I got a job. then another. then another. three jobs juggled and balanced on a pin. then i got sicker. doctor after doctor after doctor looked at me completely confused and lost. i had to quit my jobs. i couldn’t handle the daily pain and working and the exhaustion. i was going to the doctors every week if i was lucky.
then i started school again. i went to a junior college near home. i started feeling part of something bigger than me, like someone was looking out for me.
then the ball dropped.
i was diagnosed with fibromyalgia. 
i will never get better. doctors will forever throw drugs at me hoping to give me better living through chemistry with no consideration for the side effects. i will never get better. i was 20.

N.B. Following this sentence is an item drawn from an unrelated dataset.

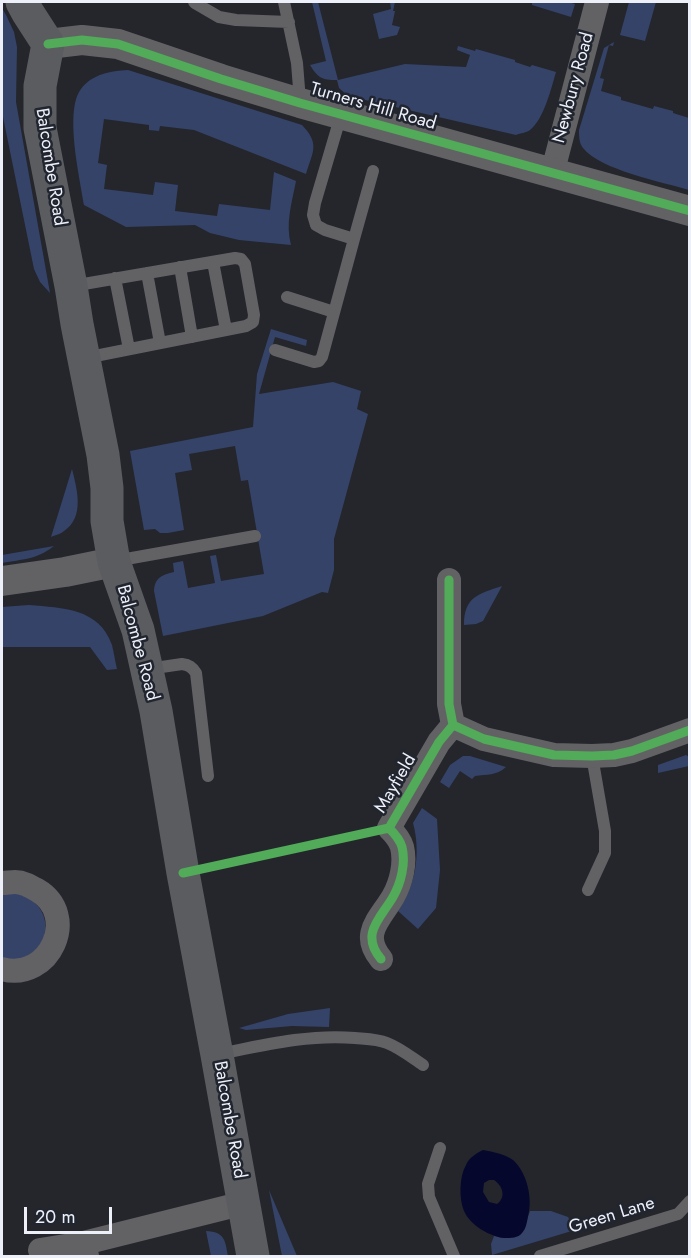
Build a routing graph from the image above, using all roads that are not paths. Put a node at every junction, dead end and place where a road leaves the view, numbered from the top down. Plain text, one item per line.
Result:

i let my wellbeing be the target on an untouchable dart board at the end of the bar and literally paid doctors to throw drunken blindfolded pill-dart after pill-dart at my symptoms. i fought for nothing. then a doctor told me that i needed to get over it and lower my expectations on my life. i woke up. 

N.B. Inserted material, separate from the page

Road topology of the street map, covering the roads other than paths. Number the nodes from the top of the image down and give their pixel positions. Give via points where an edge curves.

it took too long for me to finally figure out that this was not my fault. i have many theories as to what caused this in me. none of them matter. what matters is i no longer take it lying down. i am proactive and vocal about my needs. i am communicative with my doctors. i don’t look down on holistic approaches. i do my own research and find what works for me. i live each and every day as if tomorrow belongs to Schrodinger - both heaven and hell. every day is a new day and i have to be ready for whatever comes. because if this medical whirlwind has taught me anything, it’s that Murphy’s Law applies to my health too. 
i’m 24. i’m chronically ill. i consider myself very very lucky, but i am still sick. i will always be sick. there will always be scars i can’t erase. i wear them proudly. i share them here for all to read, so that when a girl like me gets lost someday, she might find this and know: 1) there is hope, 2) you are not alone, and 3) there is always another day coming, just give it time.